12/7/10

Pilot trainees in the Women's Flying Training Detachment

 Post by M.
 July, 1943
Avenger Field, Sweetwater, TX
All photos by Peter Stackpole.

Shirley Slade, sporting an official dress uniform of a white blouse, tan slacks and overseas cap.

The Women's Flying Training Detachment was made up of American civilian women who learned to do the jobs male Air Force pilots did on the home front so that the men could go overseas to fight. After observing a similar program in England, Jacqueline Cochran, an American pilot, urged General Henry H. Arnold to create also create a pilot training program for women.  The WFTD was later combined with Women Airforce Ferrying Squadron to create the Women Airforce Service Pilots or WASPS.  The pilots training at Avenger Field lived the Military lifestyle, including "uniforms, drills, regulations, and morning reveille."  In 1944, as the war wound down, the WASPs were dissolved.
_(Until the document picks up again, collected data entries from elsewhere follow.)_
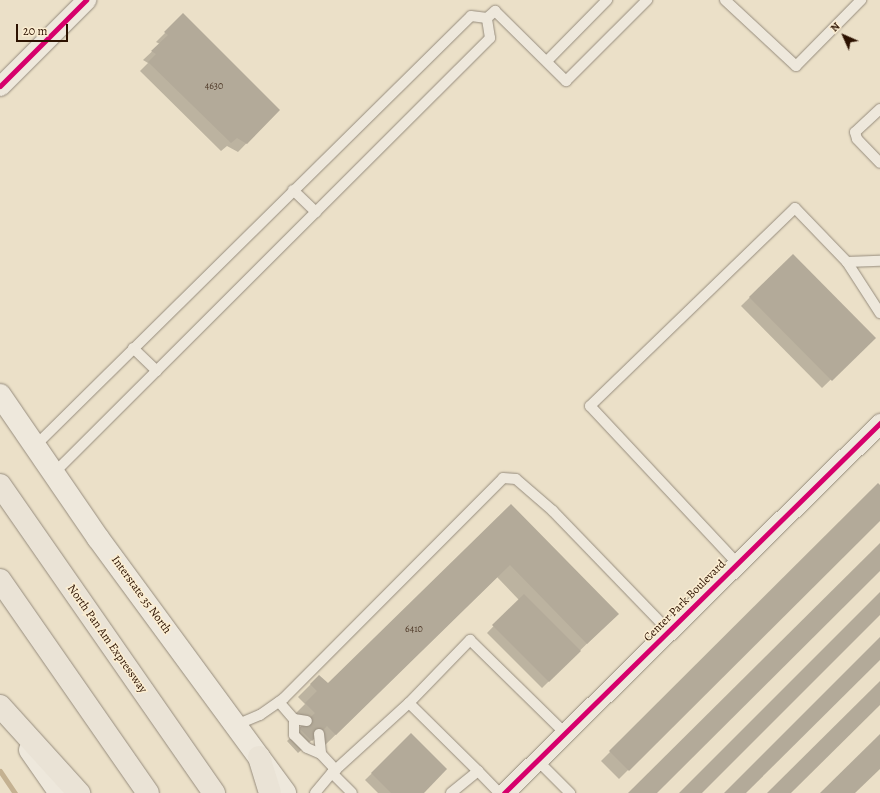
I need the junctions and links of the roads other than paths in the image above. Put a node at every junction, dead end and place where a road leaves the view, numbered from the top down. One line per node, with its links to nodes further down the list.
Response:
1 (86, 0): 8 (street)
2 (607, 0): 7 (lane)
3 (647, 0): 7 (lane)
4 (725, 0): 5 (lane)
5 (861, 0)
6 (487, 18): 7 (lane); 11 (lane); 12 (lane)
7 (546, 61)
8 (0, 86)
9 (880, 109): 10 (lane)
10 (880, 163)
11 (294, 190): 12 (lane); 16 (lane)
12 (316, 212): 17 (lane)
13 (880, 261): 14 (lane)
14 (847, 262): 15 (lane); 23 (lane)
15 (880, 313)
16 (133, 348): 17 (lane); 20 (lane)
17 (157, 372): 21 (lane)
18 (0, 395): 20 (main road, Interstate 35 North)
19 (880, 423): 23 (street, Center Park Boulevard)
20 (35, 446): 21 (main road, Interstate 35 North)
21 (54, 473): 31 (main road, Interstate 35 North)
22 (0, 485): 43 (highway, North Pan Am Expressway)
23 (737, 563): 25 (street, Center Park Boulevard)
24 (0, 580): 42 (highway)
25 (669, 631): 26 (lane); 32 (street, Center Park Boulevard)
26 (279, 702): 29 (lane); 31 (lane)
27 (409, 703): 32 (lane); 37 (lane); 38 (lane)
28 (0, 706): 40 (main road); 41 (highway)
29 (294, 719): 30 (lane); 34 (lane)
30 (307, 721)
31 (236, 725): 35 (main road, Interstate 35 North)
32 (565, 733): 36 (street, Center Park Boulevard)
33 (319, 734): 34 (lane)
34 (321, 754): 37 (lane)
35 (259, 757): 44 (highway); 45 (main road, Interstate 35 North)
36 (537, 760): 39 (lane); 50 (street, Center Park Boulevard)
37 (334, 771): 46 (lane); 47 (lane)
38 (478, 771): 48 (lane); 49 (lane)
39 (567, 792)
40 (60, 793)
41 (79, 793)
42 (148, 793)
43 (214, 793)
44 (270, 793)
45 (285, 793)
46 (315, 793)
47 (352, 793)
48 (451, 793)
49 (499, 793)
50 (504, 793)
Cochran "lobbied for a one-day militarization, which would at least give her women veteran status and access to GI Bill benefits, but she was denied."  For many women the war was the last and only time they would fly, as piloting jobs after the war went to men once they returned from overseas.  Women were expected to return to the traditional roles they held before the war.  In 1977 the WASPS finally received veteran status and military recognition.  Source:  U.S. Centennial of Flight Commission

Madge Rutherford, pilot trainee, during a break.

    
Left: Pilot Shirley Slade (also picture above.) Right: Pilot trainees Rebecca Edwards (with sunscreen on her face) and Lorena Daly.


Left: Anne Armstrong McClellan wearing a Fifinella mascot pin designed by Walt Disney.  Right: Nancy Nesbit.